2023年3月期決算以降、上場企業を中心にいわゆる「人的資本情報開示」として人材関連の投資額や従業員満足度などの情報を有価証券報告書に記載することが義務化された。人材が重要な経営資源である以上、このトレンドは必ずや全業種、全企業へと拡張し、徹底される時代が来るだろう。日本経済復活のためにも、これをきっかけに人的資本経営関連の課題解決が急がれる。今後は人材をとり巻く環境の変化に加え、DXも追い風となり、HR領域でのテクノロジー活用が加速していくと見られる。

人的資本情報開示の潮流で、人材情報のデータ化・可視化の重要性は高まっている

「『人的資本情報開示』や『人的資本経営』がトレンドになり、企業価値の向上につなげるため、人材の能力を発揮させる取り組みに積極的な企業が増加しました。アナログな情報管理や属人的な人材管理からの脱却と、人材データの可視化と合理的な活用へのニーズが高まっています。そこで、注目されているのが、タレントマネジメントシステムです」(同)

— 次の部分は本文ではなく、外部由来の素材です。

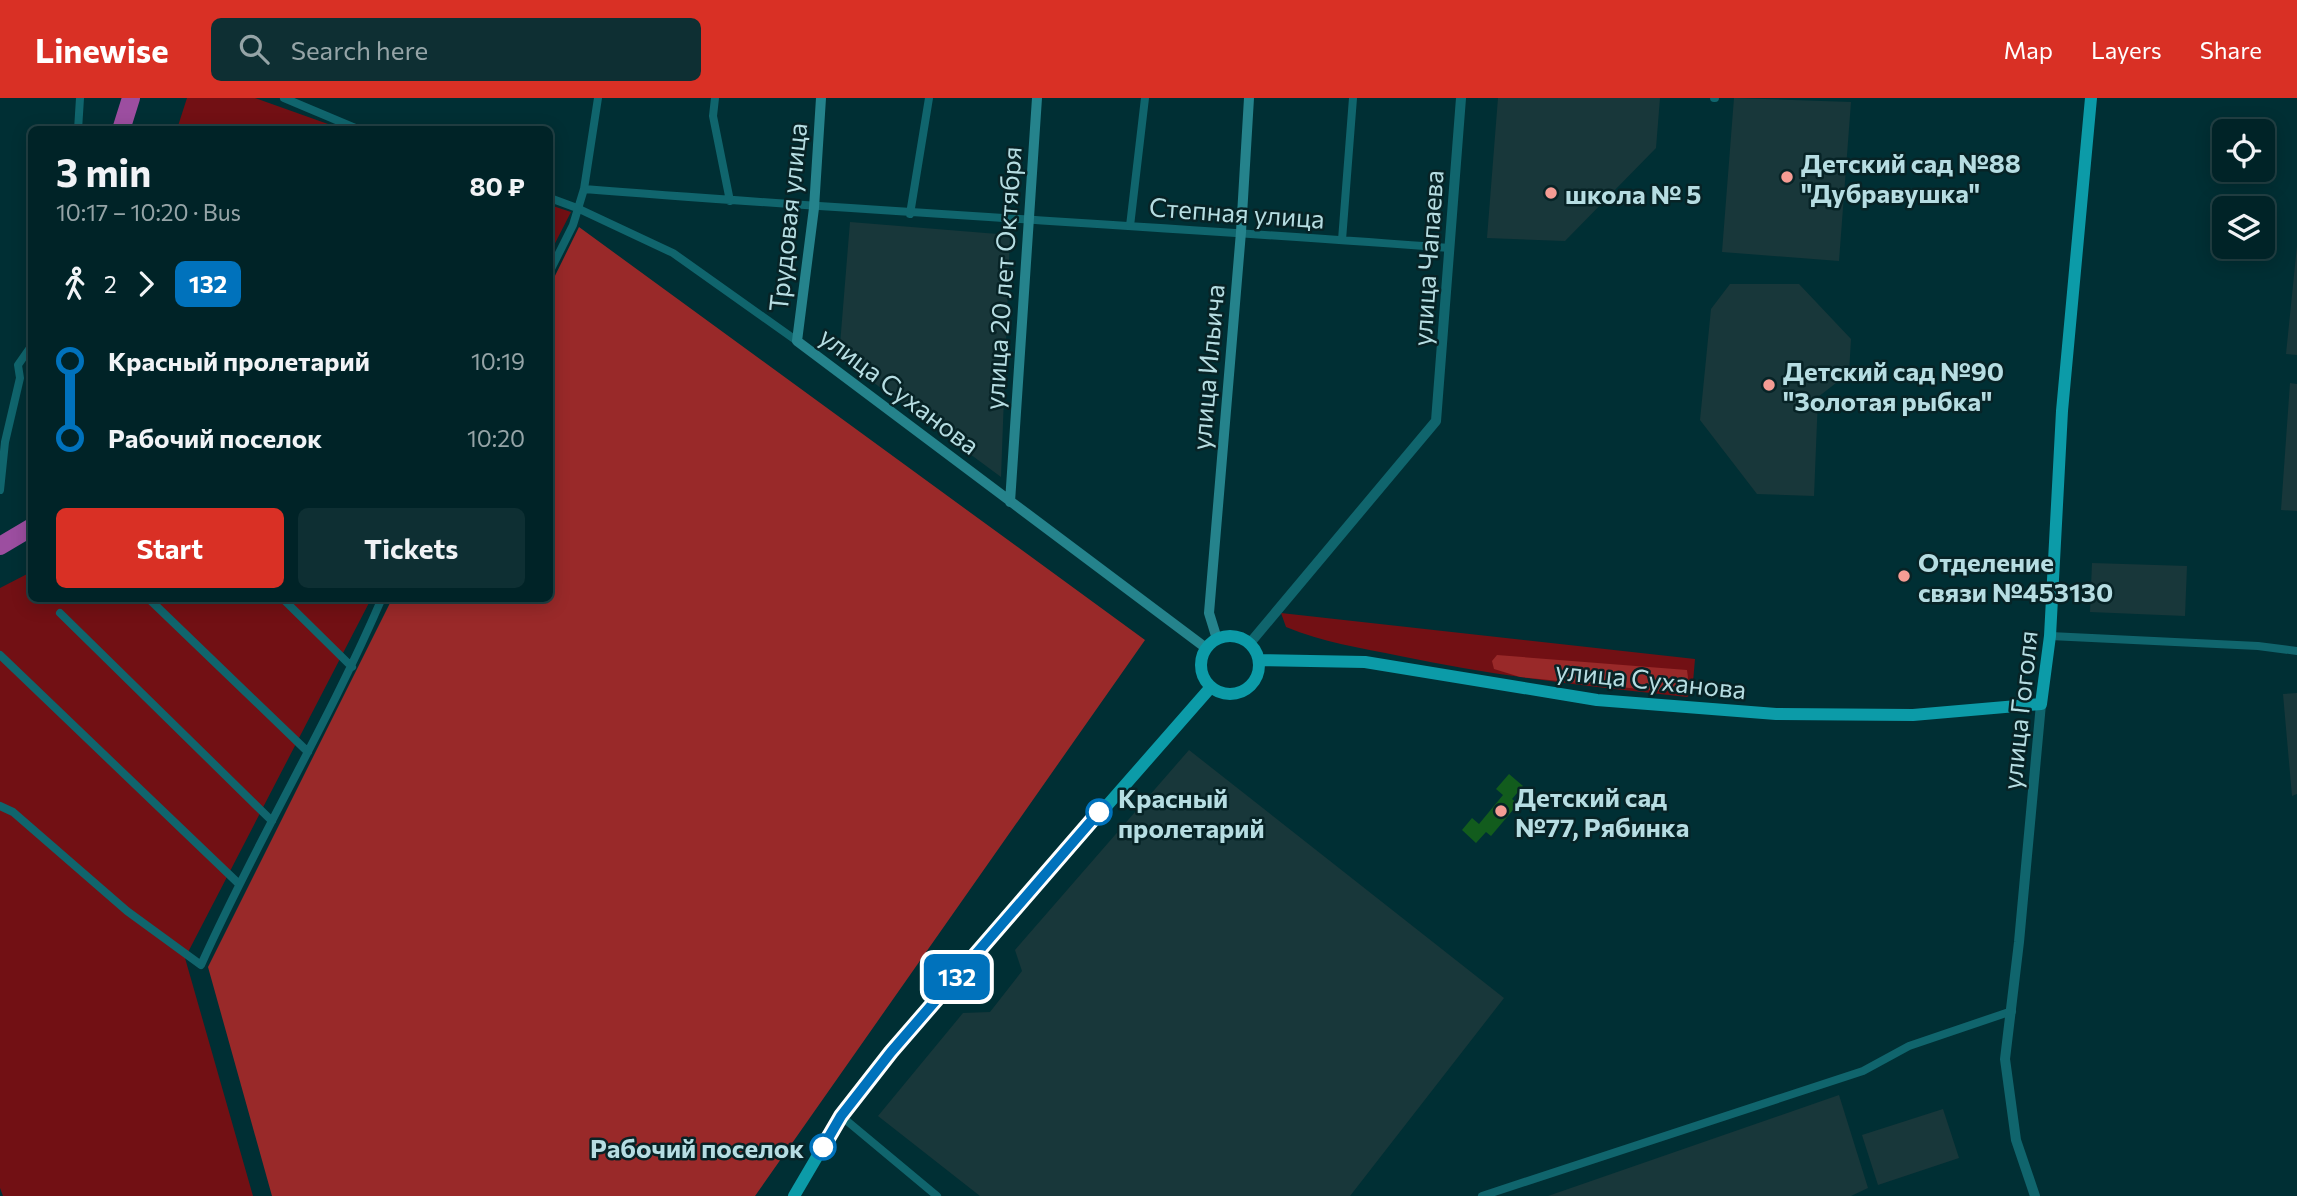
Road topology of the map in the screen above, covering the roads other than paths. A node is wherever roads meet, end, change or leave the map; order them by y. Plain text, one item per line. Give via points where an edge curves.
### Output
1 (80, 98) edge
2 (284, 98) edge
3 (598, 98) edge
4 (715, 98) edge
5 (821, 98) edge
6 (929, 98) edge
7 (1037, 98) edge
8 (1145, 98) edge
9 (1250, 98) edge
10 (1353, 98) edge
11 (1461, 98) edge
12 (2091, 98) edge
13 (78, 126) edge
14 (350, 126) edge
15 (584, 190) junction
16 (553, 199) edge
17 (730, 201) junction
18 (577, 208) junction
19 (814, 208) junction
20 (910, 214) junction
21 (1028, 220) junction
22 (1130, 226) junction
23 (1241, 232) junction
24 (1342, 240) junction
25 (1449, 248) junction
26 (553, 265) edge
27 (797, 341) junction
28 (28, 351) edge
29 (0, 490) edge
30 (1010, 502) junction
31 (152, 602) edge
32 (286, 602) edge
33 (380, 602) edge
34 (60, 613) dead end
35 (2050, 636) junction
36 (1217, 639) junction
37 (1250, 643) junction
38 (1206, 648) junction
39 (2297, 651) edge
40 (0, 655) edge
41 (1259, 660) junction
42 (352, 667) junction
43 (1211, 687) junction
44 (2041, 704) junction
45 (308, 752) junction
46 (0, 806) edge
47 (272, 821) junction
48 (238, 883) junction
49 (2012, 1011) junction
50 (841, 1116) junction
51 (794, 1196) edge
52 (937, 1196) edge
53 (1482, 1196) edge
54 (2035, 1196) edge

1 - 13 street
2 - 14 street
3 - 15 street
4 - 17 street via 713,116
5 - 19 main road, Трудовая улица
6 - 20 street
7 - 21 main road, улица 20 лет Октября
8 - 22 street, Степная улица
9 - 23 main road, улица Ильича
10 - 24 street, Степная улица
11 - 25 street, улица Чапаева
12 - 35 main road, улица Гоголя via 2063,411
15 - 17 street, Степная улица
15 - 18 street
16 - 18 street, улица Суханова
17 - 19 street, Степная улица
18 - 26 street
18 - 27 street, улица Суханова via 673,253
19 - 20 street, Степная улица
19 - 27 main road, Трудовая улица
20 - 21 street, Степная улица
21 - 22 street, Степная улица
21 - 30 main road, улица 20 лет Октября
22 - 23 street, Степная улица
23 - 24 street, Степная улица
23 - 36 main road, улица Ильича via 1209,613
24 - 25 street, Степная улица
25 - 37 street, улица Чапаева via 1436,421
27 - 30 main road, улица Суханова
28 - 29 street via 18,365 20,378
30 - 38 main road, улица Суханова
31 - 45 street
32 - 42 street
33 - 42 street
34 - 47 street
35 - 39 street
35 - 44 main road, улица Гоголя
36 - 37 main road via 1233,636
36 - 38 main road
37 - 41 main road
38 - 43 main road via 1200,665
40 - 48 street
41 - 43 main road via 1256,679 1241,692 1222,694
41 - 44 main road, улица Суханова via 1365,662 1597,700 1776,714 1913,715
42 - 45 street
43 - 50 main road
44 - 49 street, улица Гоголя
45 - 47 street
46 - 48 street via 13,812 127,911 201,965
47 - 48 street
49 - 53 street via 1909,1046 1863,1071
49 - 54 street, улица Гоголя via 2005,1059 2007,1084 2017,1140
50 - 51 main road
50 - 52 street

これまでの人事管理システムが、属性や評価、勤怠記録など、基本的な人材データの管理にとどまっていたのに対し、タレントマネジメントシステムは、適性、性格特性、研修の受講記録なども含めたあらゆる人材情報の可視化を行い、そこから教育・研修機会の提供や人材の最適配置などの施策にまでつなげるのが特徴だ。過去の離職者データの分析結果をもとに事前にアラートを発する機能など、マネジメントの一助になるような機能を搭載しているシステムもある。

「タレントマネジメントシステムの活用により、経営者やCHRO(最高人事責任者)は、従業員のエンゲージメントやモチベーションの現状をデータで客観的に把握できるため、精度の高い人事施策を講じやすくなります。また、紙などのアナログベースからデジタルデータに基づく管理手法に変えることで、人的資本情報開示の準備が容易になるという利点も考えられます。そして、管理職に目を向けると『部下と向き合う時間が少ないため状況を把握しきれない』などの課題に対しては、タレントマネジメントシステムに蓄積されるデータによって、仕事の負荷や心理状況などを数値的にも把握しやすくなるというメリットがあります」(同)

リモートワークの環境下で、「部下の状況が把握しづらい」と悩む管理職は少なくない

「人材の定義」以外はAIの役割に移行

タレントマネジメントシステムを上手く活用することで、経営層や人事部は「勘と経験による属人的な人材管理」から脱却でき、ひいては従業員満足度の向上などの恩恵を期待できる。逆に、上手く活用せずに人材の活躍と組織体制の強化のバランスを維持することは至難のわざだ。

「ごく少人数の企業であれば、タレントマネジメントシステムの力を借りなくても、日々のコミュニケーションで十分対応はできるかもしれません。ただ大勢の従業員に対し限られた人事担当者の体制で対応しなければならない場合は、アナログ的な方法で情報の把握やアップデートをすることに限界があります。また、経営層や人事部門の担当者の異動もありえる中で後任への引き継ぎなどを考えれば、情報を共有しやすいタレントマネジメントシステムでの管理が合理的です」(同)

では、タレントマネジメントシステムによって得られたデータを、従業員の状況を気にかけたり、成長を促進したりするといった効果的な施策につなげるにはどうすればよいのだろうか。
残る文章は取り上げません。